Andrei Vagin posted 3 patches 2 weeks ago
Documentation/admin-guide/cgroup-v2.rst    |  25 ++++
Documentation/arch/arm64/elf_hwcaps.rst    |  21 ++++
fs/binfmt_elf.c                            |  24 +++-
include/linux/misc_cgroup.h                |  25 ++++
kernel/cgroup/misc.c                       | 126 +++++++++++++++++++++
tools/testing/selftests/cgroup/.gitignore  |   1 +
tools/testing/selftests/cgroup/Makefile    |   2 +
tools/testing/selftests/cgroup/config      |   1 +
tools/testing/selftests/cgroup/test_misc.c | 114 +++++++++++++++++++
9 files changed, 335 insertions(+), 4 deletions(-)
create mode 100644 tools/testing/selftests/cgroup/test_misc.c
[PATCH 0/3] cgroup/misc: Add hwcap masks to the misc controller
Posted by Andrei Vagin 2 weeks ago
This patch series introduces a mechanism to mask hardware capabilities
(AT_HWCAP) reported to user-space processes via the misc cgroup
controller.

To support C/R operations (snapshots, live migration) in heterogeneous
clusters, we must ensure that processes utilize CPU features available
on all potential target nodes. To solve this, we need to advertise a
common feature set across the cluster. This patchset allows users to
configure a mask for AT_HWCAP, AT_HWCAP2. This ensures that applications
within a container only detect and use features guaranteed to be
available on all potential target hosts.

The first patch adds the mask interface to the misc cgroup controller,
allowing users to set masks for AT_HWCAP, AT_HWCAP2...

The second patch adds a selftest to verify the functionality of the new
interface, ensuring masks are applied and inherited correctly.

The third patch updates the documentation.

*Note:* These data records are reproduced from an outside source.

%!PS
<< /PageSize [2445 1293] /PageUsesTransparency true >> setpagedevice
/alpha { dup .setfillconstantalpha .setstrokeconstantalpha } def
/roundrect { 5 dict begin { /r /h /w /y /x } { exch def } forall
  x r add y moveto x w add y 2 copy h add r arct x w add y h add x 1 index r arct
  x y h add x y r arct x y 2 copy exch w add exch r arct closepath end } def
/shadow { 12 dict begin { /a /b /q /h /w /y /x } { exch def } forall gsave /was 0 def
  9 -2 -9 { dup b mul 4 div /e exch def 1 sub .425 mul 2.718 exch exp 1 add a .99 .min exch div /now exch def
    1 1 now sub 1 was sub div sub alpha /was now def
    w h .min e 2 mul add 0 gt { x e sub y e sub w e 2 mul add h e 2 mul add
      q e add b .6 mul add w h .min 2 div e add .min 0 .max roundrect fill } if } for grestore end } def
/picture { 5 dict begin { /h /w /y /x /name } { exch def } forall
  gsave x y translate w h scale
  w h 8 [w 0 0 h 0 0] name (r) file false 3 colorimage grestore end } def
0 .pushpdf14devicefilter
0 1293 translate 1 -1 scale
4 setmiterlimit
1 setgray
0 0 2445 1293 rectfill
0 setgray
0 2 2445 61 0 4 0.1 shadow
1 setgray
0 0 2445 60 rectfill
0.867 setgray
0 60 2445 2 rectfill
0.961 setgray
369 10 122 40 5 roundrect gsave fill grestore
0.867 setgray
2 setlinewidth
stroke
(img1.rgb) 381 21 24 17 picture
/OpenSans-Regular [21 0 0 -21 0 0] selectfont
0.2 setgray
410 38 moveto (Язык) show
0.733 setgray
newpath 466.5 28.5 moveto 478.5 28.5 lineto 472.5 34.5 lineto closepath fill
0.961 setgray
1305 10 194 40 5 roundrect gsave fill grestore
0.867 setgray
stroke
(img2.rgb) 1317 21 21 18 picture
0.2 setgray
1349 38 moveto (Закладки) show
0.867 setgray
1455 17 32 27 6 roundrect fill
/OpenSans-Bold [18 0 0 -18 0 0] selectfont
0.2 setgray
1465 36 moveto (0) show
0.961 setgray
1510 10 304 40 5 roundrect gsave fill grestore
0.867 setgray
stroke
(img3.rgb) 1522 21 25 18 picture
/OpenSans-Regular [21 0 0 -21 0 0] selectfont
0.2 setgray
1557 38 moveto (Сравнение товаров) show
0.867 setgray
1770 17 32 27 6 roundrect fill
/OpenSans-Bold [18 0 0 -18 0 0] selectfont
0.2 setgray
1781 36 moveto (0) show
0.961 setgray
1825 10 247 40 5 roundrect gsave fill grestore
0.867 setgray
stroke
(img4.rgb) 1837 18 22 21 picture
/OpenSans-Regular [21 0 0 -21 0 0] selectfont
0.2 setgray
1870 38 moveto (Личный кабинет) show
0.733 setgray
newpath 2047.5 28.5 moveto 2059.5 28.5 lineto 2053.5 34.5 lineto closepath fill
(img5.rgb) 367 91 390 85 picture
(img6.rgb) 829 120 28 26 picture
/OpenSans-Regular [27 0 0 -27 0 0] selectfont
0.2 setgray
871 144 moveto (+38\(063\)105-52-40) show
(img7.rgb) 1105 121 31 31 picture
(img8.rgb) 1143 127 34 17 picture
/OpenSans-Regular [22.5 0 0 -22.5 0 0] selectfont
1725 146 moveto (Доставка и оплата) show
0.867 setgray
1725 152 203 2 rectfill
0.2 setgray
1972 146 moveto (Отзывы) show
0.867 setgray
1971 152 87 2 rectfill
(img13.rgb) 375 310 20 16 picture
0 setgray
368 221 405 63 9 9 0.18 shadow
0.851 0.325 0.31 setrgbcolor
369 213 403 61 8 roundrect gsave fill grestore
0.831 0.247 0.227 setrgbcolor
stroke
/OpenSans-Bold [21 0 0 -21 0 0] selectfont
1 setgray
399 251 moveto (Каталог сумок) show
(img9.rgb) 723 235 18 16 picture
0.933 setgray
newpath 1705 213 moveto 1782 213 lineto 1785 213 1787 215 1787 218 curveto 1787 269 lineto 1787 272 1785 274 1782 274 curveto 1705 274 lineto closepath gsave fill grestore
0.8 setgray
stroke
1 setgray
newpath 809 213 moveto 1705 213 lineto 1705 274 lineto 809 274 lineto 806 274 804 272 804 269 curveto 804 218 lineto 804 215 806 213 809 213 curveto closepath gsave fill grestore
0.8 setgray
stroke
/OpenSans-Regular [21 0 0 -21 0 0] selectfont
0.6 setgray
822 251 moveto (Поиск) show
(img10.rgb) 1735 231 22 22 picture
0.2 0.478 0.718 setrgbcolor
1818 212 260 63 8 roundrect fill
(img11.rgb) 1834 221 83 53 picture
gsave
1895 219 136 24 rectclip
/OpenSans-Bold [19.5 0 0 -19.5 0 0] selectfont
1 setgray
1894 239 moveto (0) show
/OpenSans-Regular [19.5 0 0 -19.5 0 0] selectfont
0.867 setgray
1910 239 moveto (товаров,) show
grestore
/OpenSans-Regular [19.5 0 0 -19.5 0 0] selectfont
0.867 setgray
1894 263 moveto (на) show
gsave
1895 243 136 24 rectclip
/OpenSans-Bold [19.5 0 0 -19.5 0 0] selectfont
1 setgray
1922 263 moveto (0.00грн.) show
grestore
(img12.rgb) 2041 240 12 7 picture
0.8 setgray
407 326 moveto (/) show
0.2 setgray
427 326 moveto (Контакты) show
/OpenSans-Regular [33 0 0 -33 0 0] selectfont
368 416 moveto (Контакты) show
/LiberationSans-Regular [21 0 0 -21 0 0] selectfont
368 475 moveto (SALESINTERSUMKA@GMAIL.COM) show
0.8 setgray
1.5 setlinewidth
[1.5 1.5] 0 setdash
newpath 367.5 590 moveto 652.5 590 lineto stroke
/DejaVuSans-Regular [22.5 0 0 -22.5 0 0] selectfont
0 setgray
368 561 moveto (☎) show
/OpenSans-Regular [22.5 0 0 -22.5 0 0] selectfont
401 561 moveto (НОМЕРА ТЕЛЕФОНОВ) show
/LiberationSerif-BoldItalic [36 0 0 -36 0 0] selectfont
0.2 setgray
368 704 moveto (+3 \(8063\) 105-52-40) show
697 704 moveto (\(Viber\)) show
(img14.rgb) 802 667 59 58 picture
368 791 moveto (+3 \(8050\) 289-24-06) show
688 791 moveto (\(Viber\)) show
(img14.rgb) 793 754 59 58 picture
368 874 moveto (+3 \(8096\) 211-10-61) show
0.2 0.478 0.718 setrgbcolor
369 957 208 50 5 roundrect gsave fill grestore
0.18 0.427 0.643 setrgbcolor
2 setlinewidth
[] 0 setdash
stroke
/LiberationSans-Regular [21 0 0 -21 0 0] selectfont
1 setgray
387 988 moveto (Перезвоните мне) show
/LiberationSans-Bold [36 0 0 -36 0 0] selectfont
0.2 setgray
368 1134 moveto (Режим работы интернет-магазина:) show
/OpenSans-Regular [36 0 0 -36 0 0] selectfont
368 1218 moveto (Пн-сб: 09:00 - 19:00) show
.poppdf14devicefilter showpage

Cc: Kees Cook <kees@kernel.org>
Cc: Tejun Heo <tj@kernel.org>
Cc: Johannes Weiner <hannes@cmpxchg.org>
Cc: "Michal Koutný" <mkoutny@suse.com>
Cc: Vipin Sharma <vipinsh@google.com>
Cc: Jonathan Corbet <corbet@lwn.net>

Andrei Vagin (3):
  cgroup, binfmt_elf: Add hwcap masks to the misc controller
  selftests/cgroup: Add a test for the misc.mask cgroup interface
  Documentation: cgroup-v2: Document misc.mask interface

 Documentation/admin-guide/cgroup-v2.rst    |  25 ++++
 Documentation/arch/arm64/elf_hwcaps.rst    |  21 ++++
 fs/binfmt_elf.c                            |  24 +++-
 include/linux/misc_cgroup.h                |  25 ++++
 kernel/cgroup/misc.c                       | 126 +++++++++++++++++++++
 tools/testing/selftests/cgroup/.gitignore  |   1 +
 tools/testing/selftests/cgroup/Makefile    |   2 +
 tools/testing/selftests/cgroup/config      |   1 +
 tools/testing/selftests/cgroup/test_misc.c | 114 +++++++++++++++++++
 9 files changed, 335 insertions(+), 4 deletions(-)
 create mode 100644 tools/testing/selftests/cgroup/test_misc.c
Re: [PATCH 0/3] cgroup/misc: Add hwcap masks to the misc controller
Posted by Chen Ridong 2 weeks ago

On 2025/12/5 8:58, Andrei Vagin wrote:
> This patch series introduces a mechanism to mask hardware capabilities
> (AT_HWCAP) reported to user-space processes via the misc cgroup
> controller.
> 
> To support C/R operations (snapshots, live migration) in heterogeneous
> clusters, we must ensure that processes utilize CPU features available
> on all potential target nodes. To solve this, we need to advertise a
> common feature set across the cluster. This patchset allows users to
> configure a mask for AT_HWCAP, AT_HWCAP2. This ensures that applications
> within a container only detect and use features guaranteed to be
> available on all potential target hosts.
> 

Could you elaborate on how this mask mechanism would be used in practice?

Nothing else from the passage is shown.